I would say that regulation has made it 'possible' for small startups to enter a market - if the market has been monopolistic and anti-competitive.
I would say that the Ma Bells still retained tremendous market power due to inertia arising from the huge advantage that owning all of the customers gives any business - and that the
anti-trust prosecutions were necessary and will be again.
I would not say that the government 'does it right' - it muddles badly and a great expense. However, I can imagine worse things. If AT&T had not gone through the anti-trust prosecution, it could be we would be using AT&T computers and AT&T modems on AT&T copper - and DARPA would still be fostering the 'Advanced Communications Net' (ACNE).
 

thorpj

TS Enthusiast
Yes, this is definitely the right move. Well done Mr Wheeler, this is an important milestone, on the road to saving the internet!
 

cmbjive

TS Booster
I would say that regulation has made it 'possible' for small startups to enter a market - if the market has been monopolistic and anti-competitive.
I would say that the Ma Bells still retained tremendous market power due to inertia arising from the huge advantage that owning all of the customers gives any business - and that the
anti-trust prosecutions were necessary and will be again.
I would not say that the government 'does it right' - it muddles badly and a great expense. However, I can imagine worse things. If AT&T had not gone through the anti-trust prosecution, it could be we would be using AT&T computers and AT&T modems on AT&T copper - and DARPA would still be fostering the 'Advanced Communications Net' (ACNE).
No, regulation has not made it possible for startups to enter the market. And the Ma Bells did NOT own all the customers within a given area - that's why AT&T was broken up to begin with.

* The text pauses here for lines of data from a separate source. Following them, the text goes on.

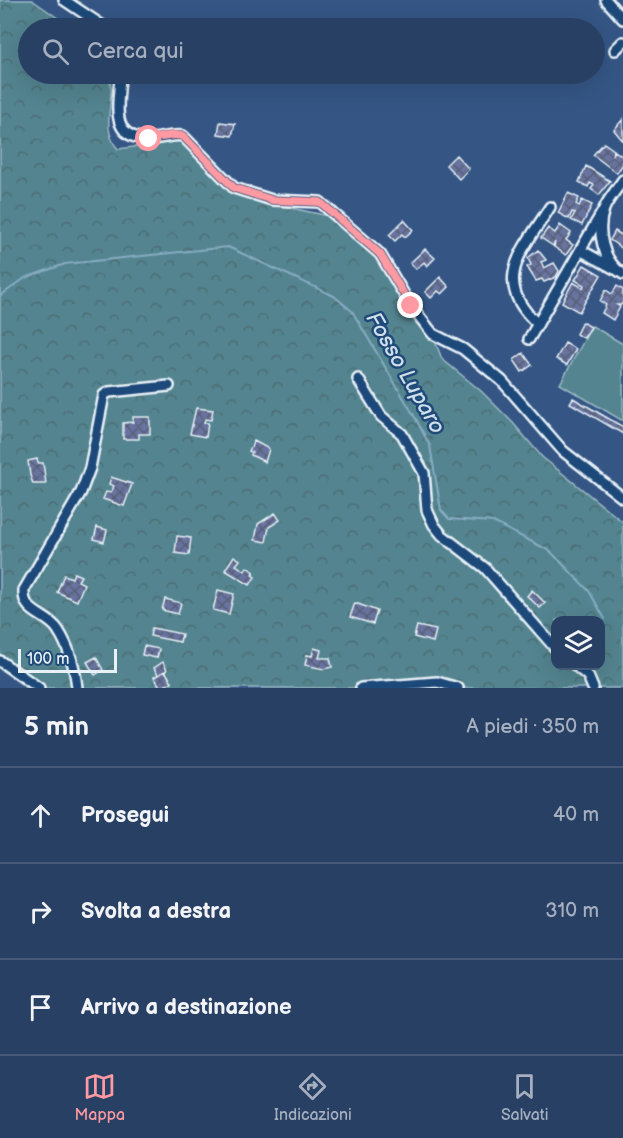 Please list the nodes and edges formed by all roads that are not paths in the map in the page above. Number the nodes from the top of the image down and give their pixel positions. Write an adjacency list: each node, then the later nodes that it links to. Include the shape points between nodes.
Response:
1 (64, 0): 3 (street)
2 (606, 0): 4 (street)
3 (91, 18)
4 (623, 19)
5 (623, 42): 6 (street)
6 (615, 50)
7 (119, 84): 17 (street, via 116,115 134,137 183,136 234,188 272,200 320,202 380,254 433,334 464,349 502,381 563,451)
8 (623, 180): 10 (street)
9 (550, 207): 13 (street, via 512,270 515,293)
10 (604, 209): 11 (street); 12 (street, via 603,246)
11 (582, 251): 12 (street); 13 (street)
12 (620, 272)
13 (538, 324): 14 (street)
14 (529, 339)
15 (358, 380): 18 (street, via 381,416 402,434 424,472 427,510 442,536 485,568)
16 (169, 386): 22 (street, via 104,395 90,468 81,492 24,590 29,608 57,628 74,662)
17 (623, 498)
18 (551, 644)
19 (0, 661): 21 (street)
20 (581, 670): 25 (street)
21 (39, 688)
22 (77, 688)
23 (362, 688): 24 (street, via 437,682)
24 (458, 688)
25 (593, 688) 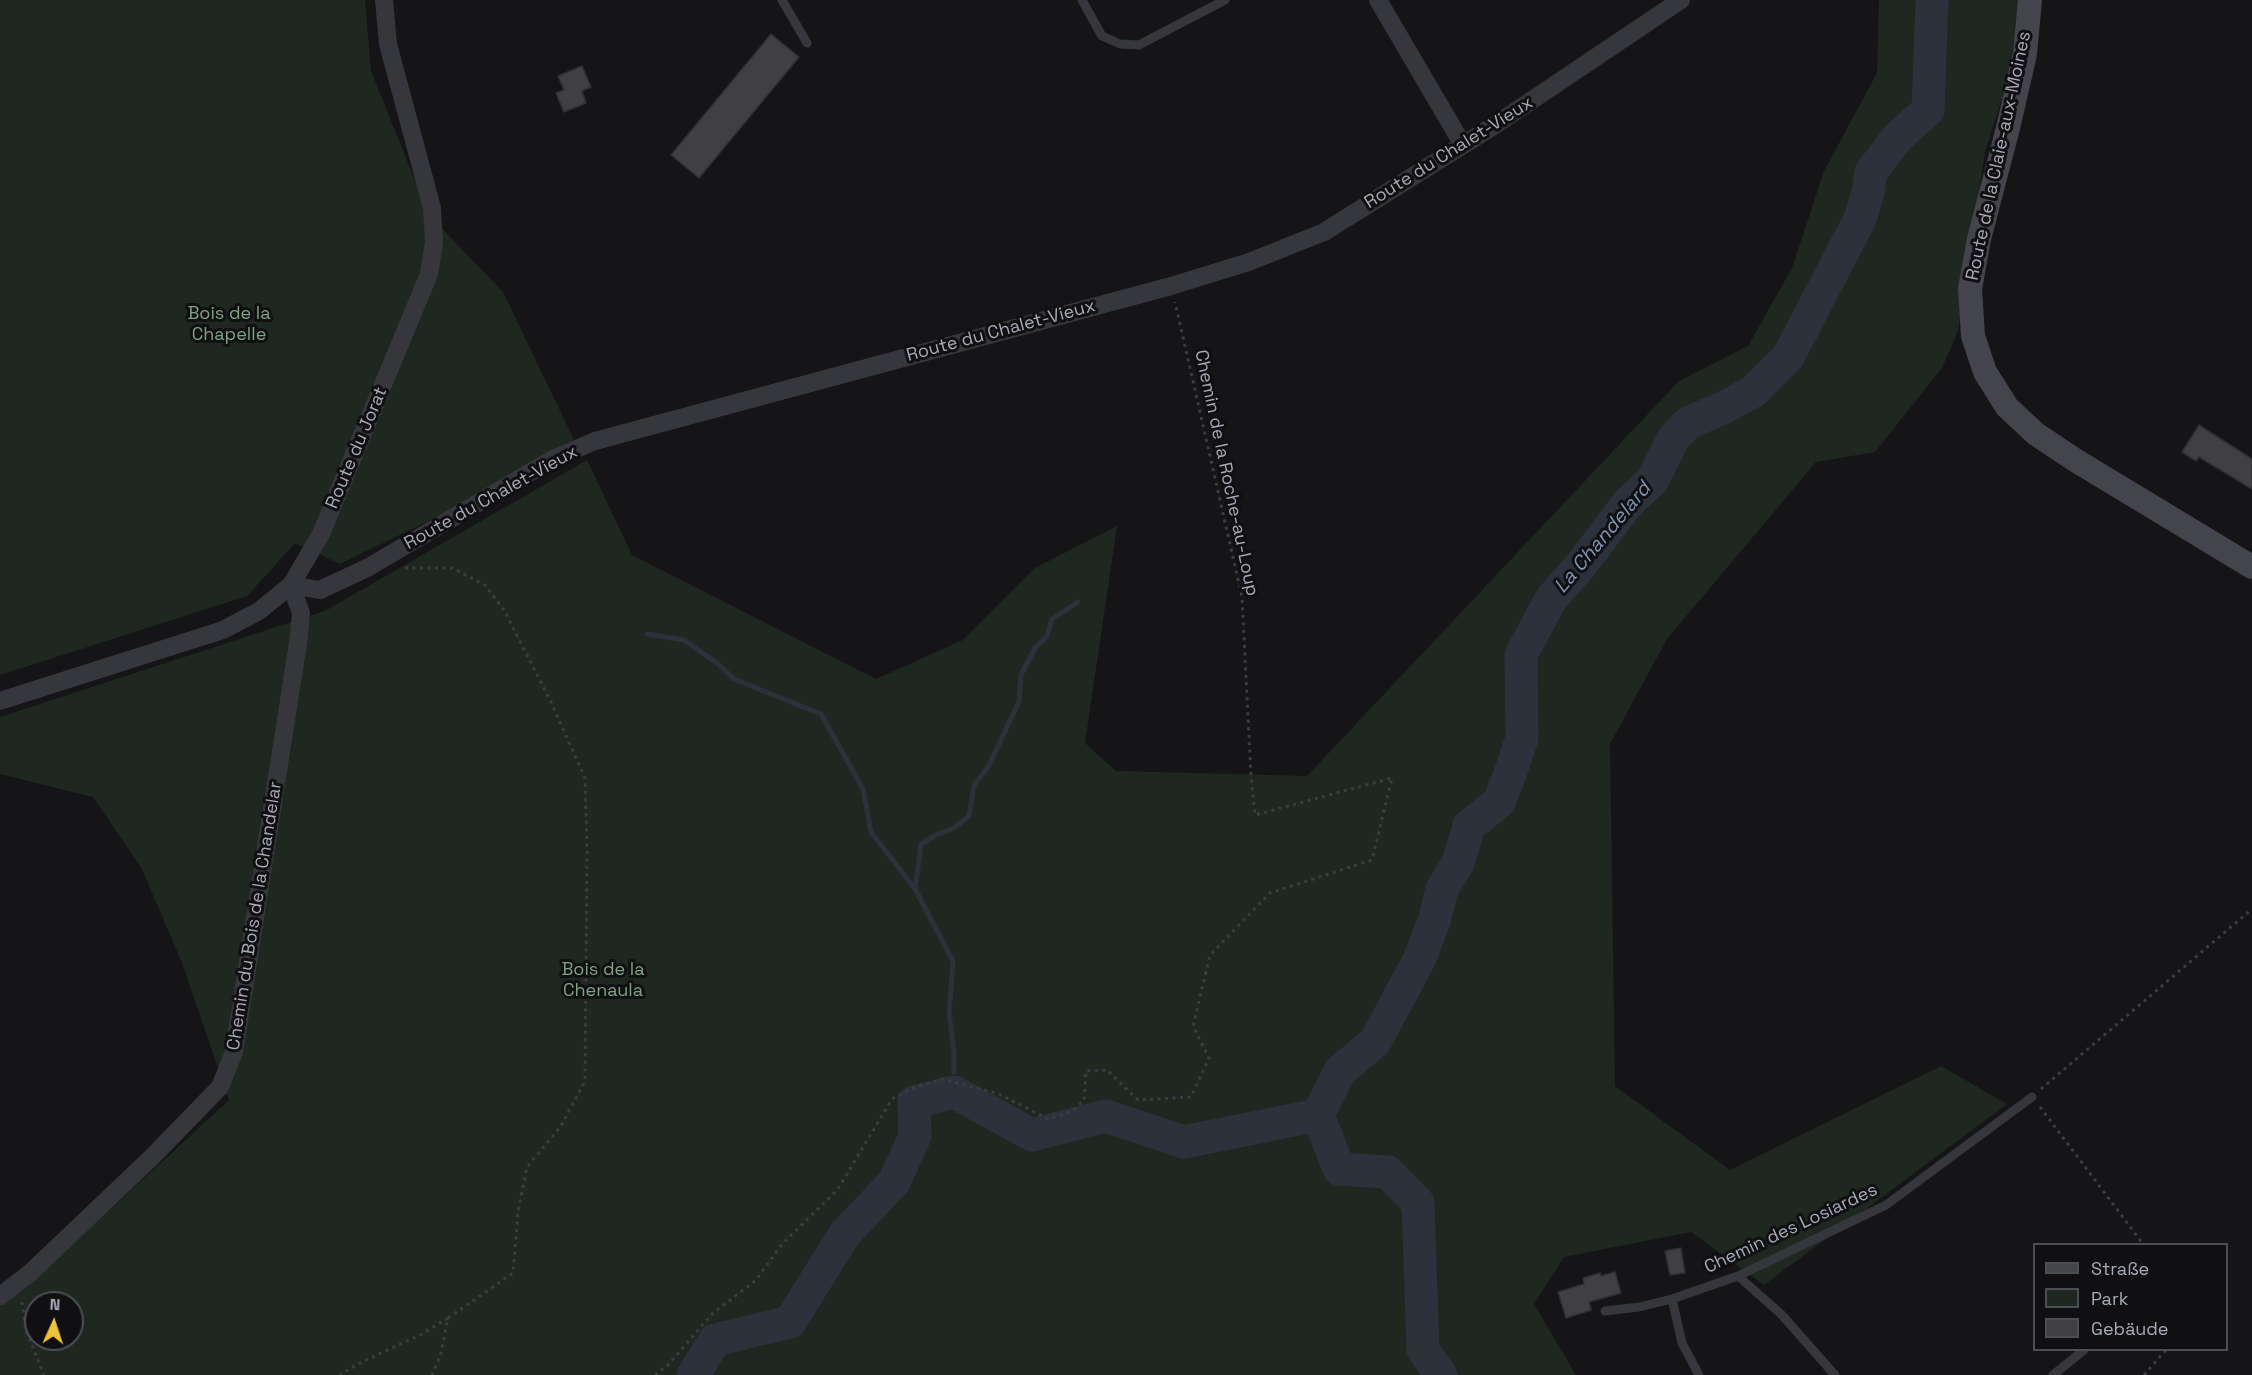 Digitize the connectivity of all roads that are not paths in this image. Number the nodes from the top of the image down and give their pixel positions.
1 (384, 0) edge
2 (782, 0) edge
3 (1082, 0) edge
4 (1225, 0) edge
5 (1378, 0) edge
6 (1681, 0) edge
7 (2030, 0) edge
8 (807, 43) dead end
9 (1464, 145) junction
10 (2252, 567) edge
11 (291, 585) junction
12 (0, 701) edge
13 (2032, 1097) road end
14 (1738, 1276) junction
15 (0, 1296) edge
16 (1672, 1299) junction
17 (1605, 1311) dead end
18 (2083, 1351) edge
19 (1698, 1375) edge
20 (1835, 1375) edge
21 (2053, 1375) edge

1 - 11 street, Route du Jorat
2 - 8 lane
3 - 4 lane
5 - 9 street
6 - 9 street, Route du Chalet-Vieux
7 - 10 main road, Route de la Claie-aux-Moines
9 - 11 street, Route du Chalet-Vieux
11 - 12 street, Route du Jorat
11 - 15 street, Chemin du Bois de la Chandelar
13 - 14 lane, Chemin des Losiardes
14 - 16 lane, Chemin des Losiardes
14 - 20 lane
16 - 17 lane, Chemin des Losiardes
16 - 19 lane
18 - 21 lane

And I don't deal in hypotheticals because AT&T was broken up, but I do know one thing: All of the innovations that you are referring to came into being while AT&T was still the sole provider of telephony. Also, you will notice that in countries where there is only one telephony provider (think Deutsche Telekom or NTT DoCoMo), the internet has not been burdened by a single provider...even when those telephony providers are essentially state run entities.
 

insect

TS Evangelist
The govt is pulling a fast one on you. You want Net Neutrality... so you would be in favor of a bill that would guarantee Net Neutrality. So why doesn't the govt just pass a bill that says everyone operates at the same speed. Done!.
But they're not doing that... they're classifying the internet as a utility instead under the guise of NN. The point is, being a utility means they can tax the crap out of the ISPs and the customers at the same time. Remember the Obamaphone? Now we'll have ObamaNet.
We get extra fees on our bill and the ISPs have extra regulation, which actually makes it HARDER for new companies to start up because they have more rules to follow. When you have regulation you have to hire people to comply with it. Only the big companies can afford that, so the little ones get screwed.
This just happened in the banking industry... Financial Crisis regulations (Dodd Frank law) and small banks get bought by the big ones because they can't comply and stay in business.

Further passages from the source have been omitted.